Leave out the images and output the records word for word.

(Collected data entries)
□ □ □

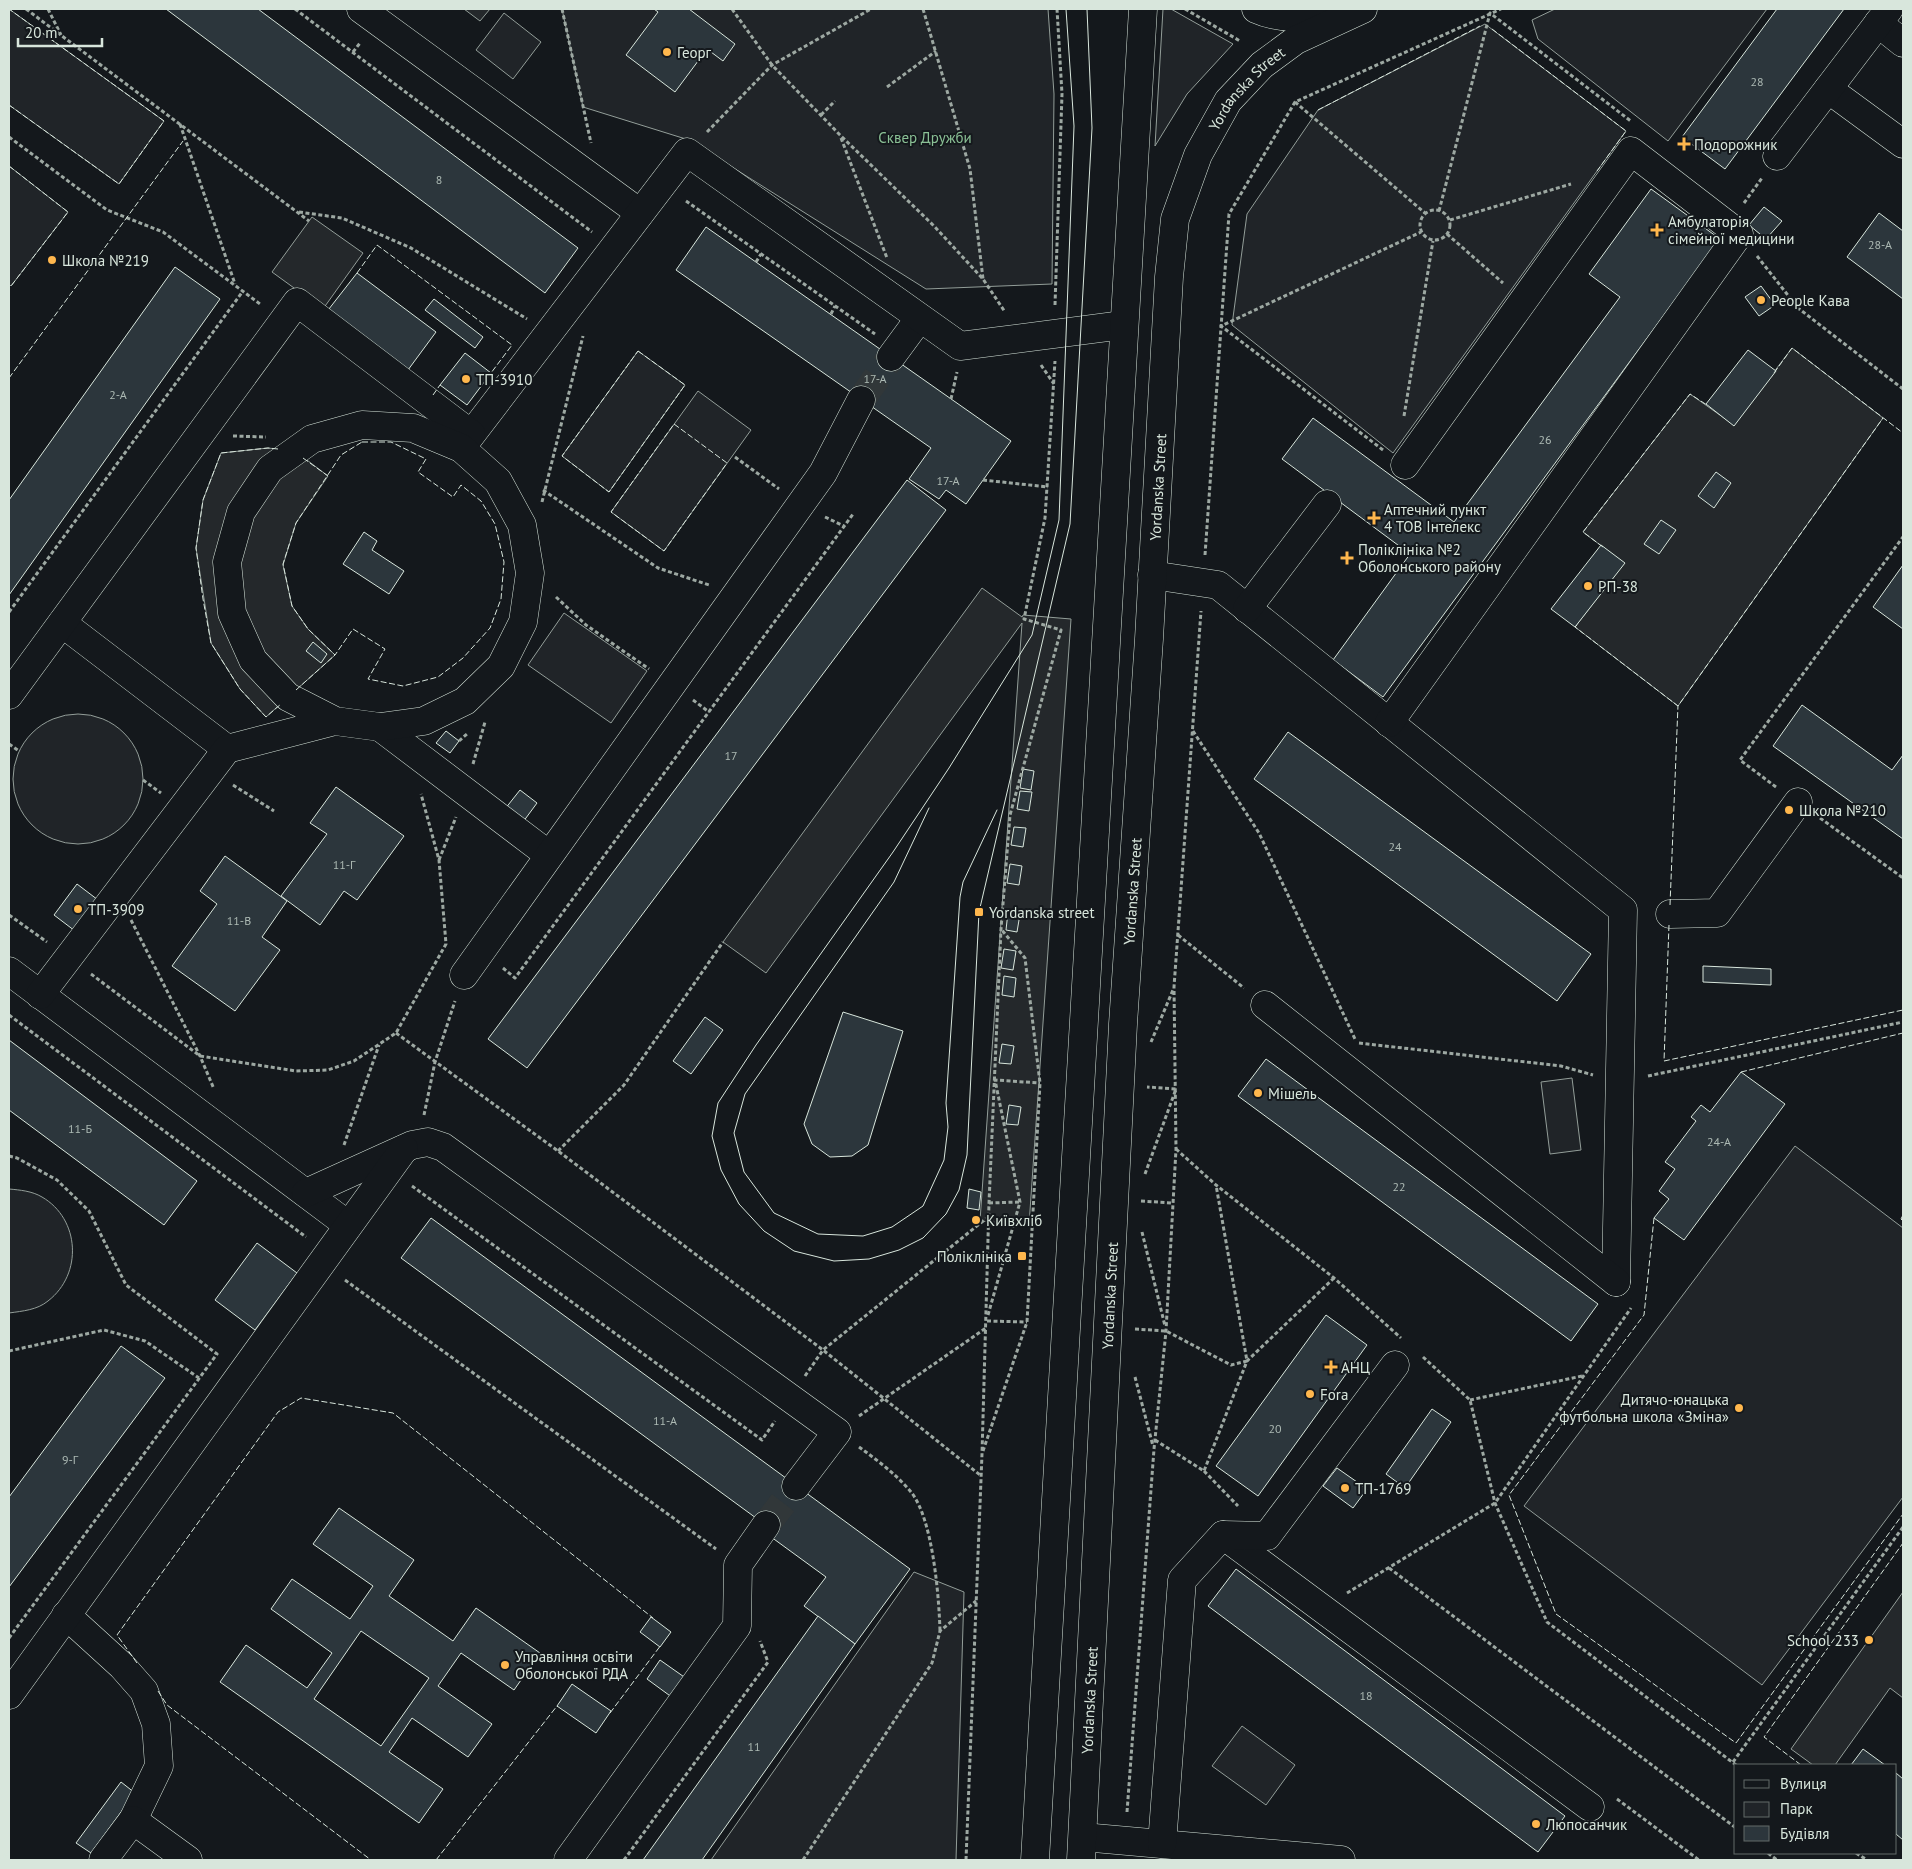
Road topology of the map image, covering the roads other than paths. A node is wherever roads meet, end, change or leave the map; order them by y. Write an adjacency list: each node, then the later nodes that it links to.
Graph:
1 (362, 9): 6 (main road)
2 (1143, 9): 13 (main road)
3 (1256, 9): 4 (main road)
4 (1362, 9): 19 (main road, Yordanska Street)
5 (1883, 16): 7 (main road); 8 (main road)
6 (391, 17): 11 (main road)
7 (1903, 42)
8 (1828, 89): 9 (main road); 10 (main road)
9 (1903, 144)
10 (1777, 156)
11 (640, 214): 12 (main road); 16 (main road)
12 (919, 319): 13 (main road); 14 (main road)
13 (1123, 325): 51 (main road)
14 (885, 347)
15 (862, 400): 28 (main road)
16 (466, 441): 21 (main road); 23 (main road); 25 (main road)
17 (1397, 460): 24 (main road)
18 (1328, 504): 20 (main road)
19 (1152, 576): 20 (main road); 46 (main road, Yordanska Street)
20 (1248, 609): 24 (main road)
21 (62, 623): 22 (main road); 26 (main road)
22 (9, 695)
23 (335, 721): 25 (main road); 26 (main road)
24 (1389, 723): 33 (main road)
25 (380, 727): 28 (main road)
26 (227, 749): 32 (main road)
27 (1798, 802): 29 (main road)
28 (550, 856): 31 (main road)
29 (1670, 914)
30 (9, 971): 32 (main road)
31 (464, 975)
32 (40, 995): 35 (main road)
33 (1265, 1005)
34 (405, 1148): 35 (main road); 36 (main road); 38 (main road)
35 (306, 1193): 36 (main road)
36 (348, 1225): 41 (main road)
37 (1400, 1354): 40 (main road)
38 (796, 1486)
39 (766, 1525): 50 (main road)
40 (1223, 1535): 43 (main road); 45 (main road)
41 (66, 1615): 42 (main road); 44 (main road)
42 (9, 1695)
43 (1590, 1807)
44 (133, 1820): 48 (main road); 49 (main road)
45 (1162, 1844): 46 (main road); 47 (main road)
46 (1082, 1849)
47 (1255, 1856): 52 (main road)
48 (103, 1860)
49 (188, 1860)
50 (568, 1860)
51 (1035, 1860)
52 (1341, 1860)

□ □ □

== Task solution ==
Road topology of the map image, covering the roads other than paths. A node is wherever roads meet, end, change or leave the map; order them by y. Write an adjacency list: each node, then the later nodes that it links to.
Graph:
1 (362, 9): 6 (main road)
2 (1143, 9): 13 (main road)
3 (1256, 9): 4 (main road)
4 (1362, 9): 19 (main road, Yordanska Street)
5 (1883, 16): 7 (main road); 8 (main road)
6 (391, 17): 11 (main road)
7 (1903, 42)
8 (1828, 89): 9 (main road); 10 (main road)
9 (1903, 144)
10 (1777, 156)
11 (640, 214): 12 (main road); 16 (main road)
12 (919, 319): 13 (main road); 14 (main road)
13 (1123, 325): 51 (main road)
14 (885, 347)
15 (862, 400): 28 (main road)
16 (466, 441): 21 (main road); 23 (main road); 25 (main road)
17 (1397, 460): 24 (main road)
18 (1328, 504): 20 (main road)
19 (1152, 576): 20 (main road); 46 (main road, Yordanska Street)
20 (1248, 609): 24 (main road)
21 (62, 623): 22 (main road); 26 (main road)
22 (9, 695)
23 (335, 721): 25 (main road); 26 (main road)
24 (1389, 723): 33 (main road)
25 (380, 727): 28 (main road)
26 (227, 749): 32 (main road)
27 (1798, 802): 29 (main road)
28 (550, 856): 31 (main road)
29 (1670, 914)
30 (9, 971): 32 (main road)
31 (464, 975)
32 (40, 995): 35 (main road)
33 (1265, 1005)
34 (405, 1148): 35 (main road); 36 (main road); 38 (main road)
35 (306, 1193): 36 (main road)
36 (348, 1225): 41 (main road)
37 (1400, 1354): 40 (main road)
38 (796, 1486)
39 (766, 1525): 50 (main road)
40 (1223, 1535): 43 (main road); 45 (main road)
41 (66, 1615): 42 (main road); 44 (main road)
42 (9, 1695)
43 (1590, 1807)
44 (133, 1820): 48 (main road); 49 (main road)
45 (1162, 1844): 46 (main road); 47 (main road)
46 (1082, 1849)
47 (1255, 1856): 52 (main road)
48 (103, 1860)
49 (188, 1860)
50 (568, 1860)
51 (1035, 1860)
52 (1341, 1860)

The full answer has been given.